Summary: There is evidence that DoA monitoring may decrease the incidence of awareness, postoperative delirium, POCD and improve several postoperative outcomes. In children, DoA monitoring may decrease the incidence of awareness and emergence delirium, but long-term effects are unknown. While there are key limitations to DoA monitoring technology, we argue that DoA monitoring shows great promise in improving patient safety in most, if not all anesthetic populations.
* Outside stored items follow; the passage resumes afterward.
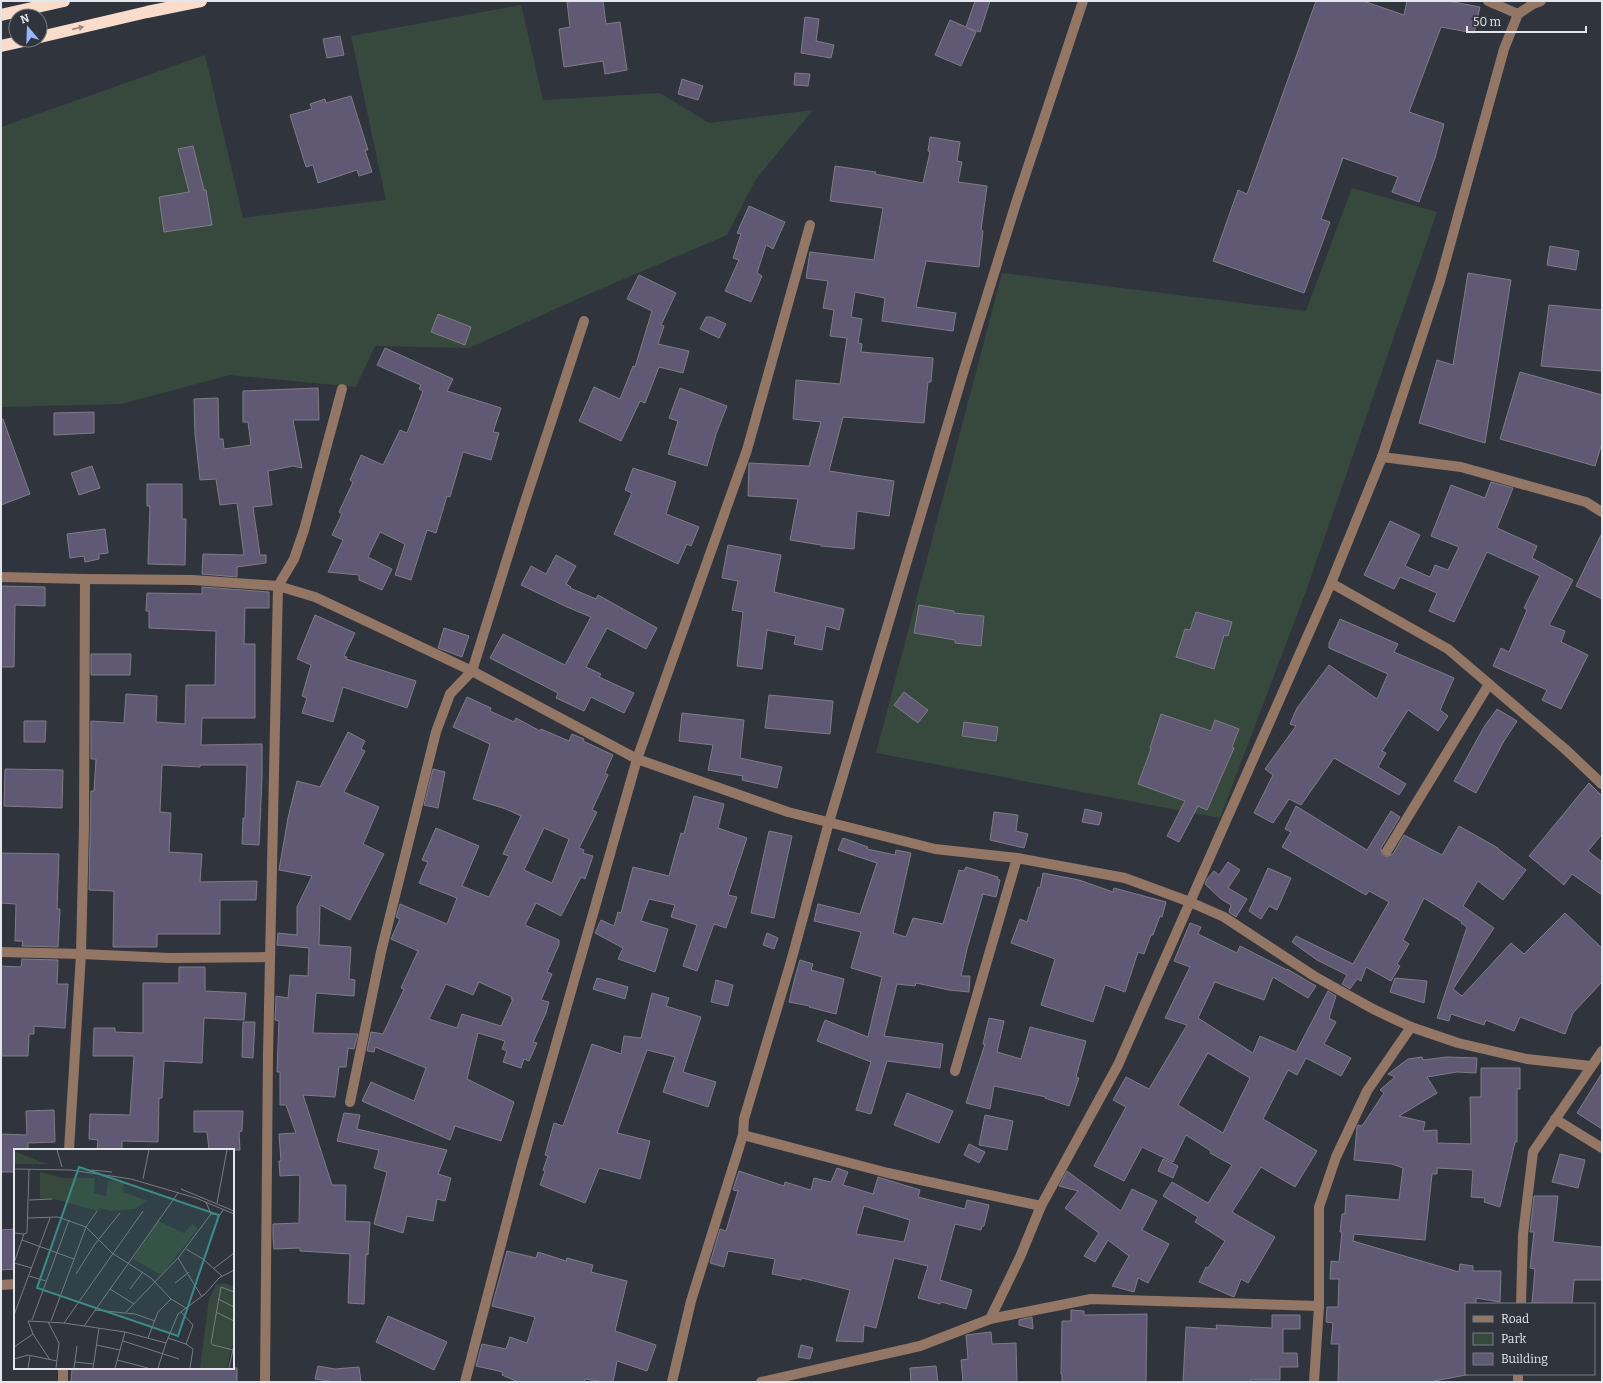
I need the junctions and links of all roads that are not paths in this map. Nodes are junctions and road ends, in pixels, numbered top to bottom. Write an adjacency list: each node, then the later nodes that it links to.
1 (64, 1): 7 (highway)
2 (201, 1): 8 (highway, one-way to 2)
3 (1083, 1): 22 (street)
4 (1488, 1): 6 (street)
5 (1542, 1): 6 (street)
6 (1518, 14): 12 (street)
7 (1, 15)
8 (48, 35)
9 (810, 224): 20 (street)
10 (584, 321): 18 (street)
11 (342, 389): 17 (street)
12 (1382, 458): 13 (street); 16 (street)
13 (1602, 512)
14 (1, 577): 15 (street)
15 (85, 579): 17 (street); 27 (street)
16 (1331, 583): 19 (street); 25 (street)
17 (278, 586): 18 (street); 28 (street)
18 (472, 671): 20 (street); 33 (street)
19 (1489, 684): 21 (street); 23 (street)
20 (637, 759): 22 (street); 47 (street)
21 (1602, 784)
22 (829, 822): 24 (street); 35 (street)
23 (1387, 851)
24 (1017, 858): 25 (street); 32 (street)
25 (1190, 902): 29 (street); 38 (street)
26 (1, 952): 27 (street)
27 (81, 954): 28 (street); 37 (street)
28 (270, 957): 46 (street)
29 (1411, 1027): 31 (street); 42 (street)
30 (1602, 1051): 31 (street)
31 (1591, 1066): 34 (street)
32 (955, 1071)
33 (350, 1102)
34 (1556, 1119): 36 (street); 41 (street)
35 (743, 1135): 38 (street); 48 (street)
36 (1602, 1148)
37 (69, 1149)
38 (1041, 1206): 43 (street)
39 (14, 1284): 40 (street)
40 (1, 1285)
41 (1521, 1303)
42 (1319, 1306): 43 (street); 50 (street)
43 (990, 1319): 49 (street)
44 (63, 1369): 45 (street)
45 (63, 1382)
46 (265, 1382)
47 (465, 1382)
48 (672, 1382)
49 (761, 1382)
50 (1314, 1382)

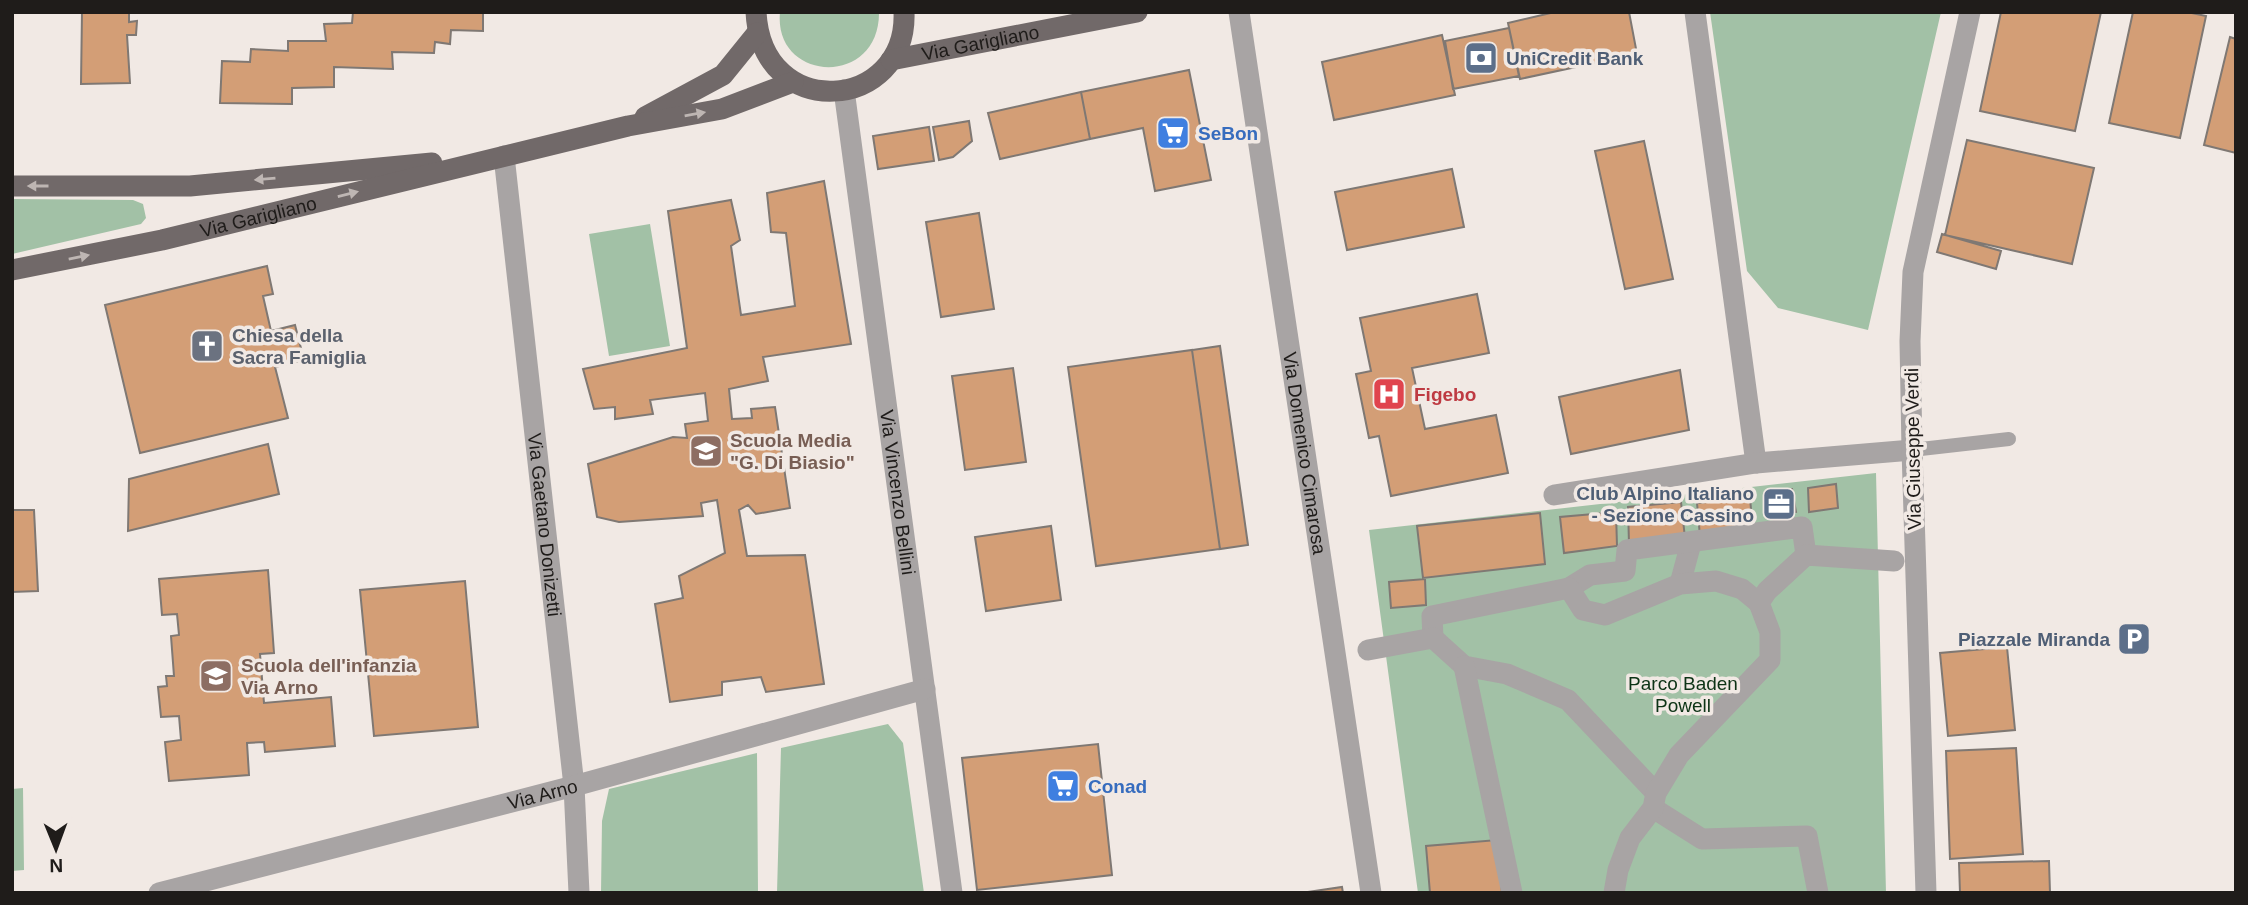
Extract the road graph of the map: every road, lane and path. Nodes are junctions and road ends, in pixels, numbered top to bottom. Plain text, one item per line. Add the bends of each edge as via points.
1 (904, 12) edge
2 (1070, 12) edge
3 (1137, 12) edge
4 (1239, 12) edge
5 (1695, 12) edge
6 (1970, 12) edge
7 (1111, 17) junction
8 (756, 23) edge
9 (891, 60) junction
10 (793, 82) junction
11 (844, 90) junction
12 (628, 126) junction
13 (504, 156) junction
14 (12, 186) edge
15 (12, 270) edge
16 (2010, 439) dead end
17 (1912, 450) junction
18 (1756, 463) junction
19 (1554, 495) dead end
20 (1691, 543) junction
21 (1806, 555) junction
22 (1894, 561) dead end
23 (1680, 584) junction
24 (1569, 589) junction
25 (1759, 603) junction
26 (1433, 638) junction
27 (1368, 650) dead end
28 (1464, 666) junction
29 (925, 689) junction
30 (574, 786) junction
31 (1654, 800) junction
32 (159, 893) edge
33 (579, 893) edge
34 (953, 893) edge
35 (1371, 893) edge
36 (1512, 893) edge
37 (1614, 893) edge
38 (1818, 893) edge
39 (1926, 893) edge

1 - 9 main road, Via Garigliano via 903,34
2 - 7 main road, Via Garigliano
3 - 7 main road, Via Garigliano
4 - 35 street, Via Domenico Cimarosa
5 - 18 street
6 - 17 street, Via Giuseppe Verdi via 1913,272
7 - 9 main road, Via Garigliano
8 - 10 main road, Via Garigliano via 770,61
8 - 12 main road, Via Garigliano via 723,75
9 - 11 main road, Via Garigliano via 870,80
10 - 11 main road, Via Garigliano via 818,91
12 -> 10 main road, Via Garigliano via 722,109
11 - 29 street, Via Vincenzo Bellini
12 - 13 main road, Via Garigliano
13 -> 14 main road, Via Garigliano via 190,186
15 -> 13 main road, Via Garigliano via 162,240
13 - 30 street, Via Gaetano Donizetti
16 - 17 lane
17 - 18 street
17 - 39 street, Via Giuseppe Verdi
18 - 19 street
20 - 21 street via 1802,527
20 - 23 street
20 - 24 street via 1627,550 1625,571 1590,575
21 - 22 street
21 - 25 street
23 - 24 street via 1605,615 1583,610
23 - 25 street via 1716,580
24 - 26 street via 1432,615
25 - 31 street via 1770,632 1770,660 1679,755
26 - 27 street
26 - 28 street
28 - 31 street via 1507,674 1567,700
28 - 36 street
29 - 30 street, Via Arno
29 - 34 street, Via Vincenzo Bellini
30 - 32 street, Via Arno
30 - 33 street, Via Gaetano Donizetti
31 - 37 street via 1630,838
31 - 38 street via 1702,839 1807,836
审查目的:麻醉深度(DoA)技术取得了重大进展。麻醉患者安全基金会(Anesthesia Patient Safety Foundation)最近公布了在接受全身麻醉的特定患者群体中使用麻醉深度监测仪的建议。然而,DoA 监测仪的普遍使用尚未得到认可。本综述探讨了 DoA 监护仪的现状及其对患者安全的潜在影响:我们回顾了目前使用 DoA 监视器的证据,以及它在通过降低术后谵妄和术后认知功能障碍或衰退 (POCD) 的发生率来预防意识丧失和保护大脑健康方面的潜在作用。我们还探讨了使用 DoA 监视器改善术后临床指标(如器官功能障碍、死亡率和住院时间)的证据。摘要:有证据表明,DoA 监测可降低意识障碍、术后谵妄和 POCD 的发生率,并改善多种术后结果。在儿童中,DoA 监测可降低意识障碍和出现谵妄的发生率,但长期效果尚不清楚。虽然 DoA 监测技术存在一些关键的局限性,但我们认为 DoA 监测技术在改善大多数(甚至所有)麻醉人群的患者安全方面大有可为。
期刊介绍:
Published bimonthly and offering a unique and wide ranging perspective on the key developments in the field, each issue of Current Opinion in Anesthesiology features hand-picked review articles from our team of expert editors. With fifteen disciplines published across the year – including cardiovascular anesthesiology, neuroanesthesia and pain medicine – every issue also contains annotated references detailing the merits of the most important papers.